I might suggest that you join a real estate investment club. The little money you could put in plus that extra $560.00/mo you are willing to commit to may help your investment club buy a couple of units for you that will earn you an extra $1,000.00 a month for you in return. That could certainly help you pay your house off sooner rather than take an entire 15 years more. Plus by providing your investment club with extra buying power over the long haul you could end up with more rental units to benefit from growing your cash flow for you rather than limiting yourself to what you can do all on your own.
I'd strongly advise you to read what @Matt Slakey
@Matt Slakey suggests above twice, and let that sink in. You can accomplish your goal without locking yourself into a 15 year note by making extra principal payments on your current note. This allows you to payoff the note faster and gives you the ability to scale back should you find the need to do so in the future.
Play with this calculator to find out how much faster you can pay down your note with extra principal payments.
Borrowing the money in a HELOC to purchase a second investment property would get you to your second goal. Just make sure to invest wisely and anticipate the costs of ownership so your investment doesn't become a nightmare..
Matt, thanks for the advice, I was not aware that I cold accomplish the same result by just paying extra to the principal. You're right, there ware fee's that I need to pay to refinance and I asked those fee's to be removed because I am dealing with the same bank, I was told that if they wave those fees my interest rate would be 3.4 instead.

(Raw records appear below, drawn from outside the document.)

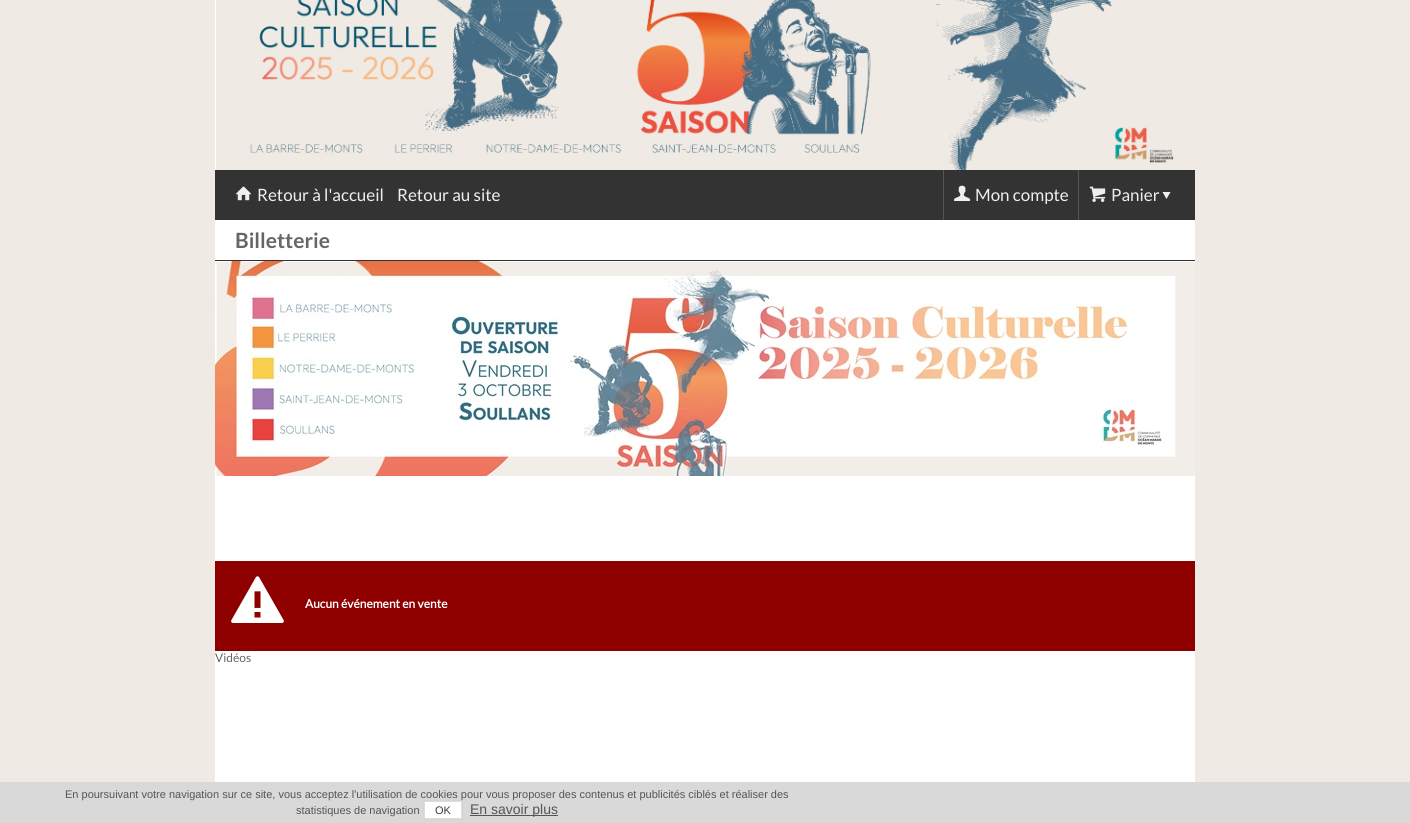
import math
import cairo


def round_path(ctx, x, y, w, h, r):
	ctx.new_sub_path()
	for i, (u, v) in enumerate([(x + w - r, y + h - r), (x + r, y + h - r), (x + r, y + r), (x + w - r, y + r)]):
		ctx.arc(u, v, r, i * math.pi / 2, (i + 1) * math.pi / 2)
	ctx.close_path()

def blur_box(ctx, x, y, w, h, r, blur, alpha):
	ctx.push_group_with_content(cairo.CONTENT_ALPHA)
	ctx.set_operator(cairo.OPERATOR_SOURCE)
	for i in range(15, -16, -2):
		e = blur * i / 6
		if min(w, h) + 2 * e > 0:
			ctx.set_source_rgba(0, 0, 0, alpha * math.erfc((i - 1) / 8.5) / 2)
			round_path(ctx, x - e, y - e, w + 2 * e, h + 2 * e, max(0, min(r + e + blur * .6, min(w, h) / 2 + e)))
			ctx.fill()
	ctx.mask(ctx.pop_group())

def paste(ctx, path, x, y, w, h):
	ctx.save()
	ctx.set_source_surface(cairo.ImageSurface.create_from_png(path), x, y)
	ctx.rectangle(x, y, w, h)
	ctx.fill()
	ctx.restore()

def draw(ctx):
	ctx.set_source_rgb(1, 1, 1)
	ctx.paint()
	paste(ctx, 'media/1.png', 0, 0, 1410, 782)
	ctx.set_source_rgb(1, 1, 1)
	ctx.rectangle(215, 0, 1, 170)
	ctx.fill()
	paste(ctx, 'media/2.png', 216, 0, 979, 170)
	ctx.set_source_rgb(0.2, 0.2, 0.2)
	ctx.rectangle(215, 170, 980, 50)
	ctx.fill()
	paste(ctx, 'media/3.png', 235, 186, 17, 15)
	ctx.select_font_face('Lato')
	ctx.set_font_size(17)
	ctx.set_source_rgb(0.925, 0.941, 0.945)
	ctx.move_to(257, 201)
	ctx.show_text('Retour à l\'accueil')
	ctx.move_to(397, 201)
	ctx.show_text('Retour au site')
	ctx.set_source_rgb(0.333, 0.333, 0.333)
	ctx.rectangle(943, 170, 1, 50)
	ctx.fill()
	paste(ctx, 'media/4.png', 954, 185, 17, 16)
	ctx.set_source_rgb(0.925, 0.941, 0.945)
	ctx.move_to(975, 201)
	ctx.show_text('Mon compte')
	ctx.set_source_rgb(0.333, 0.333, 0.333)
	ctx.rectangle(1078, 170, 1, 50)
	ctx.fill()
	paste(ctx, 'media/5.png', 1089, 186, 17, 16)
	ctx.set_source_rgb(0.925, 0.941, 0.945)
	ctx.move_to(1111, 201)
	ctx.show_text('Panier')
	ctx.new_path()
	ctx.move_to(1170.5, 192)
	ctx.line_to(1162.5, 192)
	ctx.line_to(1166.5, 199)
	ctx.close_path()
	ctx.fill()
	ctx.set_source_rgb(1, 1, 1)
	ctx.rectangle(215, 220, 980, 40)
	ctx.fill()
	ctx.set_source_rgb(0.2, 0.2, 0.2)
	ctx.rectangle(215, 260, 980, 1)
	ctx.fill()
	ctx.select_font_face('Lato', cairo.FONT_SLANT_NORMAL, cairo.FONT_WEIGHT_BOLD)
	ctx.set_font_size(21)
	ctx.set_source_rgb(0.4, 0.4, 0.4)
	ctx.move_to(235, 248)
	ctx.show_text('Billetterie')
	ctx.set_source_rgb(1, 1, 1)
	ctx.rectangle(215, 261, 980, 300)
	ctx.fill()
	paste(ctx, 'media/6.png', 215, 261, 980, 215)
	ctx.set_source_rgb(0.557, 0, 0)
	ctx.rectangle(215, 561, 980, 90)
	ctx.fill()
	paste(ctx, 'media/7.png', 231, 576, 53, 47)
	ctx.select_font_face('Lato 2', cairo.FONT_SLANT_NORMAL, cairo.FONT_WEIGHT_BOLD)
	ctx.set_font_size(12)
	ctx.set_source_rgb(1, 1, 1)
	ctx.move_to(305, 608)
	ctx.show_text('Aucun événement en vente')
	ctx.rectangle(215, 651, 980, 131)
	ctx.fill()
	ctx.select_font_face('Lato')
	ctx.set_source_rgb(0.4, 0.4, 0.4)
	ctx.move_to(215, 662)
	ctx.show_text('Vidéos')
	ctx.set_source_rgb(0.851, 0.851, 0.851)
	ctx.rectangle(0, 782, 1410, 41)
	ctx.fill()
	ctx.select_font_face('Liberation Sans')
	ctx.set_font_size(11)
	ctx.set_source_rgb(0.333, 0.333, 0.333)
	ctx.move_to(65, 798)
	ctx.show_text('En poursuivant votre navigation sur ce site, vous acceptez l\'utilisation de cookies pour vous proposer des contenus et publicités ciblés et réaliser des')
	ctx.move_to(296, 814)
	ctx.show_text('statistiques de navigation')
	ctx.set_source_rgb(0.8, 0.8, 0.8)
	blur_box(ctx, 424, 801, 38, 18, 0, 1, 1)
	ctx.set_source_rgb(1, 1, 1)
	ctx.rectangle(424.5, 801.5, 37, 17)
	ctx.fill_preserve()
	ctx.set_source_rgb(0.867, 0.867, 0.867)
	ctx.set_line_width(1)
	ctx.stroke()
	ctx.set_source_rgb(0.231, 0.231, 0.231)
	ctx.move_to(435, 814)
	ctx.show_text('OK')
	ctx.set_source_rgb(0.333, 0.333, 0.333)
	ctx.rectangle(470, 815, 88, 1)
	ctx.fill()
	ctx.set_font_size(14)
	ctx.move_to(470, 814)
	ctx.show_text('En savoir plus')


surface = cairo.ImageSurface(cairo.FORMAT_RGB24, 1410, 823)
ctx = cairo.Context(surface)
options = cairo.FontOptions()
options.set_hint_metrics(cairo.HINT_METRICS_OFF)
options.set_hint_style(cairo.HINT_STYLE_NONE)
ctx.set_font_options(options)
ctx.set_miter_limit(4)
draw(ctx)
surface.write_to_png('image.png')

I will look into HELOC, as I do wanna invest but I don't have the money to invest right now.
I never heard of real estate investment clubs before, this is new to me and something that I may consider. It makes sense to invest my money where I know I'll be getting almost 50% ROI.
Thank you for allaborating even more on Matt's reply, I was going to ask for the tool to see how he did the math so quickly. My house has at least 100K in equity, so I need to look at what are the requirements for HELOC.